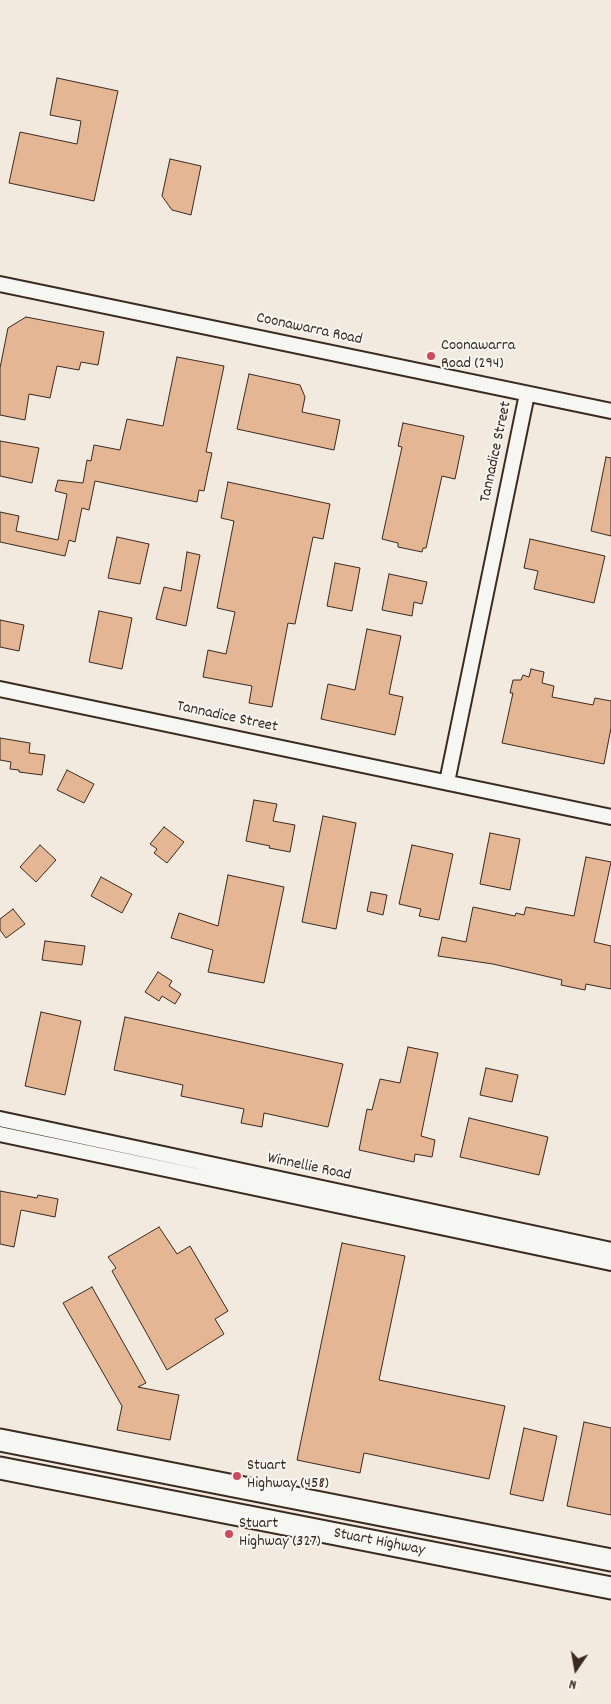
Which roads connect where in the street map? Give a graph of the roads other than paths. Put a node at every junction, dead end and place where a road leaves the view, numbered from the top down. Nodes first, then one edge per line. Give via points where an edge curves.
1 (0, 284) edge
2 (527, 394) junction
3 (611, 411) edge
4 (0, 689) edge
5 (447, 782) junction
6 (611, 817) edge
7 (0, 1119) edge
8 (0, 1134) edge
9 (611, 1250) edge
10 (611, 1263) edge
11 (0, 1440) edge
12 (0, 1468) edge
13 (148, 1469) junction
14 (143, 1496) junction
15 (611, 1560) edge
16 (611, 1588) edge

1 - 2 street, Coonawarra Road
2 - 3 street, Coonawarra Road
2 - 5 street, Tannadice Street
4 - 5 street, Tannadice Street
5 - 6 street, Tannadice Street
7 - 9 street, Winnellie Road
8 - 10 street, Winnellie Road
11 - 13 highway, Stuart Highway
12 - 14 highway, Stuart Highway
13 - 14 highway
13 - 15 highway, Stuart Highway
14 - 16 highway, Stuart Highway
========================================================================
**Task goal:** Leave every image out when you return the material above word for word.

**The answer:**
Which roads connect where in the street map? Give a graph of the roads other than paths. Put a node at every junction, dead end and place where a road leaves the view, numbered from the top down. Nodes first, then one edge per line. Give via points where an edge curves.
1 (0, 284) edge
2 (527, 394) junction
3 (611, 411) edge
4 (0, 689) edge
5 (447, 782) junction
6 (611, 817) edge
7 (0, 1119) edge
8 (0, 1134) edge
9 (611, 1250) edge
10 (611, 1263) edge
11 (0, 1440) edge
12 (0, 1468) edge
13 (148, 1469) junction
14 (143, 1496) junction
15 (611, 1560) edge
16 (611, 1588) edge

1 - 2 street, Coonawarra Road
2 - 3 street, Coonawarra Road
2 - 5 street, Tannadice Street
4 - 5 street, Tannadice Street
5 - 6 street, Tannadice Street
7 - 9 street, Winnellie Road
8 - 10 street, Winnellie Road
11 - 13 highway, Stuart Highway
12 - 14 highway, Stuart Highway
13 - 14 highway
13 - 15 highway, Stuart Highway
14 - 16 highway, Stuart Highway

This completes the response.